London Daily

Focus on the big picture.
Sunday, Jan 18, 2026

Advisor: Omicron doubles or triples infection risk while flying

Advisor: Omicron doubles or triples infection risk while flying

Omicron is rapidly spreading just as more travellers take to the skies for yearend holidays and family reunions.

Aircraft passengers are twice or even three times more likely to catch Covid-19 during a flight since the emergence of the omicron variant, according to the top medical adviser to the world’s airlines.

The new strain is highly transmissible and has become dominant in a matter of weeks, accounting for more than 70% of all new cases in the U.S. alone. While hospital-grade air filters on modern passenger jets make the risk of infection much lower on planes than in crowded places on the ground such as shopping malls, omicron is rapidly spreading just as more travelers take to the skies for year-end holidays and family reunions.

Business class may be safer than more densely packed economy cabins, said David Powell, physician and medical adviser to the International Air Transport Association, which represents almost 300 carriers worldwide. As before, passengers should avoid face-to-face contact and surfaces that are frequently touched, and people sitting near to each other should try not to be unmasked at the same time during meals, he said.

Powell, former chief medical officer at Air New Zealand Ltd., spoke with Bloomberg News on Tuesday about flying during the pandemic.

Here’s an edited transcript.

What are the risks of infection during a flight?


Whatever the risk was with delta, we would have to assume the risk would be two to three times greater with omicron, just as we’ve seen in other environments.

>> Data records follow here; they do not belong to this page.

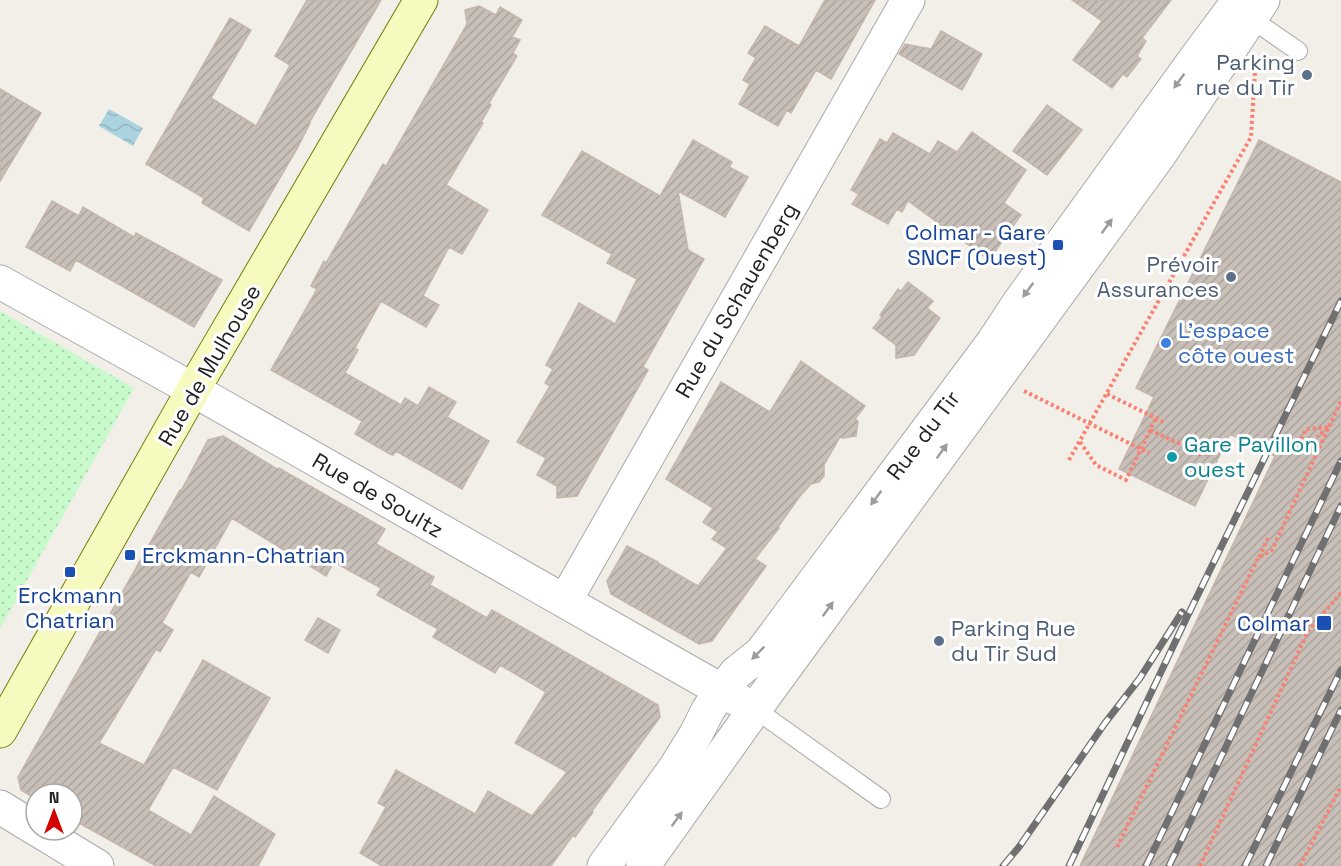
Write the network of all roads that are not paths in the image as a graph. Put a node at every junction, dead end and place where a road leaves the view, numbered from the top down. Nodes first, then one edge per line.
1 (421, 0) edge
2 (908, 0) edge
3 (1255, 12) edge
4 (1298, 51) dead end
5 (0, 282) edge
6 (1001, 358) junction
7 (194, 390) junction
8 (565, 601) junction
9 (721, 691) junction
10 (755, 709) junction
11 (0, 730) edge
12 (881, 799) dead end
13 (0, 807) edge
14 (24, 821) edge
15 (58, 842) edge
16 (97, 866) edge
17 (604, 866) edge
18 (643, 866) edge

1 - 7 street, Rue de Mulhouse
2 - 8 street, Rue du Schauenberg
3 - 4 lane
3 - 6 street, Rue du Tir
5 - 7 street, Rue de Soultz
6 -> 9 street, Rue du Tir
10 -> 6 street, Rue du Tir
7 - 8 street, Rue de Soultz
7 - 11 street, Rue de Mulhouse
8 - 9 street, Rue de Soultz
9 - 10 street, Rue de Soultz
9 - 17 street, Rue du Tir
10 - 12 lane
18 -> 10 street, Rue du Tir
13 - 14 street
15 - 16 street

Whatever that low risk – we don’t know what it is – on the airplane, it must be increased by a similar amount.

What should passengers do to minimize the risks?


Avoid common-touch surfaces, hand hygiene wherever possible, masks, distancing, controlled-boarding procedures, try to avoid face-to-face contact with other customers, try to avoid being unmasked in flight, for meal and drink services, apart from when really necessary. The advice is the same, it’s just that the relative risk has probably increased, just as the relative risk of going to the supermarket or catching a bus has increased with omicron.

What about masks at meal times?


For a two-hour flight, it’s pretty easy to say, ‘just keep your mask on the whole time.’ But if it’s a 10-hour flight, it becomes pretty unreasonable to ask people not to eat and drink. What most airlines have been doing is encouraging, but not insisting, on customers trying to stagger their mask-off periods a little bit.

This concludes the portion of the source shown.